*** Opening of Material for the task ***
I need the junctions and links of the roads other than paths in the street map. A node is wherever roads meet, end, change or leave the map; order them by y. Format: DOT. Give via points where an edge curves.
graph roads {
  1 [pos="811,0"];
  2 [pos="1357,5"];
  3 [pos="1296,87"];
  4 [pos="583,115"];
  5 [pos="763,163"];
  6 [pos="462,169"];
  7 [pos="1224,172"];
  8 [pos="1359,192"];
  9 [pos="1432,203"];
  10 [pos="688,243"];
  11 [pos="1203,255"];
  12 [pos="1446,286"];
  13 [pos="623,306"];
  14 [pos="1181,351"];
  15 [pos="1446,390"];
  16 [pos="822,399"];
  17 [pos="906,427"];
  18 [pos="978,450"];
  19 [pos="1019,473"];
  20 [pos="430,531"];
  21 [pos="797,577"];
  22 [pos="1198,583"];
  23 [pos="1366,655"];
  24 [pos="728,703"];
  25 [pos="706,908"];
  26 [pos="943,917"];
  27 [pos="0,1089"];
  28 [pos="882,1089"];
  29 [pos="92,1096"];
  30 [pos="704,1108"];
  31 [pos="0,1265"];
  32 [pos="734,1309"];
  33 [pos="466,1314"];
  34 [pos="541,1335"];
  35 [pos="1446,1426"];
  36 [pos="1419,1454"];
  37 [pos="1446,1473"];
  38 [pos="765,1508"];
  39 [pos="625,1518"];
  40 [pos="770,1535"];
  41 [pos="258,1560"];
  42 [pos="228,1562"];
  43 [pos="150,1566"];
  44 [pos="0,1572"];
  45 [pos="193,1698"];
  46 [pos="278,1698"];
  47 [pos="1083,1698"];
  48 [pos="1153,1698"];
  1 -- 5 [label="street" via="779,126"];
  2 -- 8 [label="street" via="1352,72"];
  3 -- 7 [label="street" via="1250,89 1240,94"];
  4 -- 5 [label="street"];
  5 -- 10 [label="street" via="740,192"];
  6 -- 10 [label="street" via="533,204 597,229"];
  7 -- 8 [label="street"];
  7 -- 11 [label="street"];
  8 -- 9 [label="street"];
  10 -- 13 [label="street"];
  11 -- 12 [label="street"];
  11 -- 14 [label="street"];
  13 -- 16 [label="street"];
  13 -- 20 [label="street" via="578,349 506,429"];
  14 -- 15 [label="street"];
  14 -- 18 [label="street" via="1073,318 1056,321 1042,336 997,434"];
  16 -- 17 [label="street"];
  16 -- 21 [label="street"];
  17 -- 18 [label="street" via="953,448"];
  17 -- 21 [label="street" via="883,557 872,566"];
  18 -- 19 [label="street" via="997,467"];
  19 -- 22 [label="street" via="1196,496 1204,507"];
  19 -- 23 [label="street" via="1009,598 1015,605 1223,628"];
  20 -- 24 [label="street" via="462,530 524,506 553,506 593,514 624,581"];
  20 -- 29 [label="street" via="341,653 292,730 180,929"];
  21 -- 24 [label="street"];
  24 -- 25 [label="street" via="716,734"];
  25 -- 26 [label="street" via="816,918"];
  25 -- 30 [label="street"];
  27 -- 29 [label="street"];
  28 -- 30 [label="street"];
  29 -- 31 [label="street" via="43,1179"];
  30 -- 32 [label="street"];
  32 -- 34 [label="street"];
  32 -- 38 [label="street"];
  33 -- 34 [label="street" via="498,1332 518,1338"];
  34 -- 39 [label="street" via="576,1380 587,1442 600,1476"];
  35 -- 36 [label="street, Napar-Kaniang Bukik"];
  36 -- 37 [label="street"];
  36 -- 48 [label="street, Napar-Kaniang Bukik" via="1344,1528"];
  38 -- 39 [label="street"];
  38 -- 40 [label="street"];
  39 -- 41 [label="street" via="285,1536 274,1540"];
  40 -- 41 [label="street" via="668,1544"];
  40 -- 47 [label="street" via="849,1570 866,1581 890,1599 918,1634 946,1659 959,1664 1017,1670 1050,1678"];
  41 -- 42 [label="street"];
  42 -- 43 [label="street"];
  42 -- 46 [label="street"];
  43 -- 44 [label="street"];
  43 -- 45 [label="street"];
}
*** Close of Material for the task ***
§ Instructions to follow: State how many lines of the listing above include the string "Bukik", with no words around the number.

§ Written solution: 2